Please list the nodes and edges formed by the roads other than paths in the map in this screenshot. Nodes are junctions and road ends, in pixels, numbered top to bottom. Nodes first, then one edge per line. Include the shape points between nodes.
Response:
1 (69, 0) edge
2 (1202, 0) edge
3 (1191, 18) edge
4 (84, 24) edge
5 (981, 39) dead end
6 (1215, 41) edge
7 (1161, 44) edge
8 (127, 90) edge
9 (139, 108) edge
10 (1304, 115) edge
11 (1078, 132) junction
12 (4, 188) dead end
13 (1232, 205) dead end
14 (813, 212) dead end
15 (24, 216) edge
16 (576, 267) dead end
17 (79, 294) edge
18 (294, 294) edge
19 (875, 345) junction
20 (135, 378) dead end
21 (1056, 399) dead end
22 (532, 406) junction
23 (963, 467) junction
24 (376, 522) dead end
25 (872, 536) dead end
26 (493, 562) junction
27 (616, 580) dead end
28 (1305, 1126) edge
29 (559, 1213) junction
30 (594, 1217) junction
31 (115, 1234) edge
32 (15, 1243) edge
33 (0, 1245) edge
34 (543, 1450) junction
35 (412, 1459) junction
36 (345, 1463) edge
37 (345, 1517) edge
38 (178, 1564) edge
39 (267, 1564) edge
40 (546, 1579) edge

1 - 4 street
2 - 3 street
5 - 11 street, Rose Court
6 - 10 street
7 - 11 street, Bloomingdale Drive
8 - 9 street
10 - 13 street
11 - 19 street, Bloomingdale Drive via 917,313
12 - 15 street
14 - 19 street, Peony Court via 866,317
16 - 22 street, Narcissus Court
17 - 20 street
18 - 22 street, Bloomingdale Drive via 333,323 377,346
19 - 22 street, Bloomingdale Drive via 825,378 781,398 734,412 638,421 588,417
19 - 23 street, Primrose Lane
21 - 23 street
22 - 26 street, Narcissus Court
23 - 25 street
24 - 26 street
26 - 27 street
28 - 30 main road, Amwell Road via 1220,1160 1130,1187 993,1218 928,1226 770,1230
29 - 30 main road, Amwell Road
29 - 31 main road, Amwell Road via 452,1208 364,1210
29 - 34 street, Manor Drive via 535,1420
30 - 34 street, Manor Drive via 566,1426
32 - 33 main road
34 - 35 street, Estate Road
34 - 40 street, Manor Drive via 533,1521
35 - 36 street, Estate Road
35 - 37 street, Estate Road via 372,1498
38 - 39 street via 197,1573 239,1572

● ● ●

Try it. Write out the entire listing so that each line matches the original exactly.

Task output.
Please list the nodes and edges formed by the roads other than paths in the map in this screenshot. Nodes are junctions and road ends, in pixels, numbered top to bottom. Nodes first, then one edge per line. Include the shape points between nodes.
Response:
1 (69, 0) edge
2 (1202, 0) edge
3 (1191, 18) edge
4 (84, 24) edge
5 (981, 39) dead end
6 (1215, 41) edge
7 (1161, 44) edge
8 (127, 90) edge
9 (139, 108) edge
10 (1304, 115) edge
11 (1078, 132) junction
12 (4, 188) dead end
13 (1232, 205) dead end
14 (813, 212) dead end
15 (24, 216) edge
16 (576, 267) dead end
17 (79, 294) edge
18 (294, 294) edge
19 (875, 345) junction
20 (135, 378) dead end
21 (1056, 399) dead end
22 (532, 406) junction
23 (963, 467) junction
24 (376, 522) dead end
25 (872, 536) dead end
26 (493, 562) junction
27 (616, 580) dead end
28 (1305, 1126) edge
29 (559, 1213) junction
30 (594, 1217) junction
31 (115, 1234) edge
32 (15, 1243) edge
33 (0, 1245) edge
34 (543, 1450) junction
35 (412, 1459) junction
36 (345, 1463) edge
37 (345, 1517) edge
38 (178, 1564) edge
39 (267, 1564) edge
40 (546, 1579) edge

1 - 4 street
2 - 3 street
5 - 11 street, Rose Court
6 - 10 street
7 - 11 street, Bloomingdale Drive
8 - 9 street
10 - 13 street
11 - 19 street, Bloomingdale Drive via 917,313
12 - 15 street
14 - 19 street, Peony Court via 866,317
16 - 22 street, Narcissus Court
17 - 20 street
18 - 22 street, Bloomingdale Drive via 333,323 377,346
19 - 22 street, Bloomingdale Drive via 825,378 781,398 734,412 638,421 588,417
19 - 23 street, Primrose Lane
21 - 23 street
22 - 26 street, Narcissus Court
23 - 25 street
24 - 26 street
26 - 27 street
28 - 30 main road, Amwell Road via 1220,1160 1130,1187 993,1218 928,1226 770,1230
29 - 30 main road, Amwell Road
29 - 31 main road, Amwell Road via 452,1208 364,1210
29 - 34 street, Manor Drive via 535,1420
30 - 34 street, Manor Drive via 566,1426
32 - 33 main road
34 - 35 street, Estate Road
34 - 40 street, Manor Drive via 533,1521
35 - 36 street, Estate Road
35 - 37 street, Estate Road via 372,1498
38 - 39 street via 197,1573 239,1572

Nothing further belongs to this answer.